REQUIRED ACTION: Transcribe the data underneath exactly, keeping every word in place.

-----

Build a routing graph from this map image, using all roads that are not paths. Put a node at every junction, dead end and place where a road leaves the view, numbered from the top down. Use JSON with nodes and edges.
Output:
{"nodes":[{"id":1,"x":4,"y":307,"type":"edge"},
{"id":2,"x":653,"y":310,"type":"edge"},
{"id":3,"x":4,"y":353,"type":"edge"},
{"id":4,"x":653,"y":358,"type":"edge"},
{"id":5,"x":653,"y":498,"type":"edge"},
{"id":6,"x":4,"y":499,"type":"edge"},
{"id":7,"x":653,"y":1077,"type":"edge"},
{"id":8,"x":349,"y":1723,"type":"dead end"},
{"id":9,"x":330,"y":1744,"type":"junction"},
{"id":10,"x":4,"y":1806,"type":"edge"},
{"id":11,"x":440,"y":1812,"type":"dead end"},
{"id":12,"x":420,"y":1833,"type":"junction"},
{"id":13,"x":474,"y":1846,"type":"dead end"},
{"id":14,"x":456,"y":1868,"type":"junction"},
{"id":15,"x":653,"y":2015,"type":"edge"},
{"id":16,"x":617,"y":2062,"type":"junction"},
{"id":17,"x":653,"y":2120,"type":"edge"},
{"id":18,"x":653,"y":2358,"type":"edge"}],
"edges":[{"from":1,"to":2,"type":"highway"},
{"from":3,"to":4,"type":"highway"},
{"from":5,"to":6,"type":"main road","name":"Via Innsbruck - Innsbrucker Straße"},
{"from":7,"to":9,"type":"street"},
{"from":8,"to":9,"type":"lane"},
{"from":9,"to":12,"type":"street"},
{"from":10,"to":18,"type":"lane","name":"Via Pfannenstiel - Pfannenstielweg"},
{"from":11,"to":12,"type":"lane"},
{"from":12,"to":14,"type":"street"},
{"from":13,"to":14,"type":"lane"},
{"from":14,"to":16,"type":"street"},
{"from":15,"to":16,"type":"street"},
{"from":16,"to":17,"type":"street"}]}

-----

SOLUTION TO THE PROBLEM:
Build a routing graph from this map image, using all roads that are not paths. Put a node at every junction, dead end and place where a road leaves the view, numbered from the top down. Use JSON with nodes and edges.
Output:
{"nodes":[{"id":1,"x":4,"y":307,"type":"edge"},
{"id":2,"x":653,"y":310,"type":"edge"},
{"id":3,"x":4,"y":353,"type":"edge"},
{"id":4,"x":653,"y":358,"type":"edge"},
{"id":5,"x":653,"y":498,"type":"edge"},
{"id":6,"x":4,"y":499,"type":"edge"},
{"id":7,"x":653,"y":1077,"type":"edge"},
{"id":8,"x":349,"y":1723,"type":"dead end"},
{"id":9,"x":330,"y":1744,"type":"junction"},
{"id":10,"x":4,"y":1806,"type":"edge"},
{"id":11,"x":440,"y":1812,"type":"dead end"},
{"id":12,"x":420,"y":1833,"type":"junction"},
{"id":13,"x":474,"y":1846,"type":"dead end"},
{"id":14,"x":456,"y":1868,"type":"junction"},
{"id":15,"x":653,"y":2015,"type":"edge"},
{"id":16,"x":617,"y":2062,"type":"junction"},
{"id":17,"x":653,"y":2120,"type":"edge"},
{"id":18,"x":653,"y":2358,"type":"edge"}],
"edges":[{"from":1,"to":2,"type":"highway"},
{"from":3,"to":4,"type":"highway"},
{"from":5,"to":6,"type":"main road","name":"Via Innsbruck - Innsbrucker Straße"},
{"from":7,"to":9,"type":"street"},
{"from":8,"to":9,"type":"lane"},
{"from":9,"to":12,"type":"street"},
{"from":10,"to":18,"type":"lane","name":"Via Pfannenstiel - Pfannenstielweg"},
{"from":11,"to":12,"type":"lane"},
{"from":12,"to":14,"type":"street"},
{"from":13,"to":14,"type":"lane"},
{"from":14,"to":16,"type":"street"},
{"from":15,"to":16,"type":"street"},
{"from":16,"to":17,"type":"street"}]}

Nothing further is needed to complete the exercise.